If squares are limited (one can assume based on population, but there are other ways to do this as well e.g. SoaSE's logistic points system, et al.), and there is an adjacency bonus for buildings, then cities will HAVE to be specialized. This is a direct result of the fact that you can't just build every single thing in every single city. As far back as the beginning of the 4x genre (Civ, Mom) there has been the "oh god, another city, food, granary, barracks, smithy, blah blah". Before there were "queues" you just had to memorize it and do what came "next" on the list. Breaking away from this patterned (mindless) city building would be a huge triumph for the game.

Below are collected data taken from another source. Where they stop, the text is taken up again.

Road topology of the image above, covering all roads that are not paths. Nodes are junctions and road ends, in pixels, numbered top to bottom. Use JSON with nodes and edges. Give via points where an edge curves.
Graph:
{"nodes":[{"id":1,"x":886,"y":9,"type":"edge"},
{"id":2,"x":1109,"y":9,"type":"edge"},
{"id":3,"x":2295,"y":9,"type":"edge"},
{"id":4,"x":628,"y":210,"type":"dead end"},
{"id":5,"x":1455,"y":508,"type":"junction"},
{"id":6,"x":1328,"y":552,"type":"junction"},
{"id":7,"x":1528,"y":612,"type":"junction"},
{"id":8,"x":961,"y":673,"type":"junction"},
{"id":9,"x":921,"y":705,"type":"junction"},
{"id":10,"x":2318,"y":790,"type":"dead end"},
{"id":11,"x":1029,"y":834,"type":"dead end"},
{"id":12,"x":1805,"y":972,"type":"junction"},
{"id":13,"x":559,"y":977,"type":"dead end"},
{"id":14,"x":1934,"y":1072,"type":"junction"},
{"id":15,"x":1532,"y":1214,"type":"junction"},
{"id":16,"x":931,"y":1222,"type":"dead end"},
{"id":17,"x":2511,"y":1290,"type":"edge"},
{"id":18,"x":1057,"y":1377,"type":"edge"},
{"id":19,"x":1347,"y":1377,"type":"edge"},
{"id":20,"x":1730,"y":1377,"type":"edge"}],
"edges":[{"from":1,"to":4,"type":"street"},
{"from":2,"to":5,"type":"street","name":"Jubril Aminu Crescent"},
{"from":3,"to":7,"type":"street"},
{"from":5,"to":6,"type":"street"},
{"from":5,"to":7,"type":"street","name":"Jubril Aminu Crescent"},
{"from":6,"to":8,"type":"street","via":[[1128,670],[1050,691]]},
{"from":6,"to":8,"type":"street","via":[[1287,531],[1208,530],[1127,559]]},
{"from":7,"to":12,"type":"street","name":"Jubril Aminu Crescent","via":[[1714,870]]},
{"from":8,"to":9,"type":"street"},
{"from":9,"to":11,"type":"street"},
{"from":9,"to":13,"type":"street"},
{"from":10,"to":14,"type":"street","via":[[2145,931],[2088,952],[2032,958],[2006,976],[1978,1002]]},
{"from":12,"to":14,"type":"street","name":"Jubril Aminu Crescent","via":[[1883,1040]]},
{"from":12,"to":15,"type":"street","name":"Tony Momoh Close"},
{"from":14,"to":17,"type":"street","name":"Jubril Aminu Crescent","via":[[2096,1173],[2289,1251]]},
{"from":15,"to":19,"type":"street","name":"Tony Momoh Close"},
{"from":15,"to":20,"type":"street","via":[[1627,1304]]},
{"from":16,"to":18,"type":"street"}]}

My personal desire is for organic feeling cities that aren't an exercise in queue clicking, but each have a purpose. To answer the OP's question: I want streamlined meaningful choices in city building. Not more clicking for clicking's sake, nor so simplistic that whatever I do is irrelevant, since every city will end up with all of everything anyway.
P.S. Zamul notes that this would work counter to city snaking. For me, that's a meaningful tradeoff.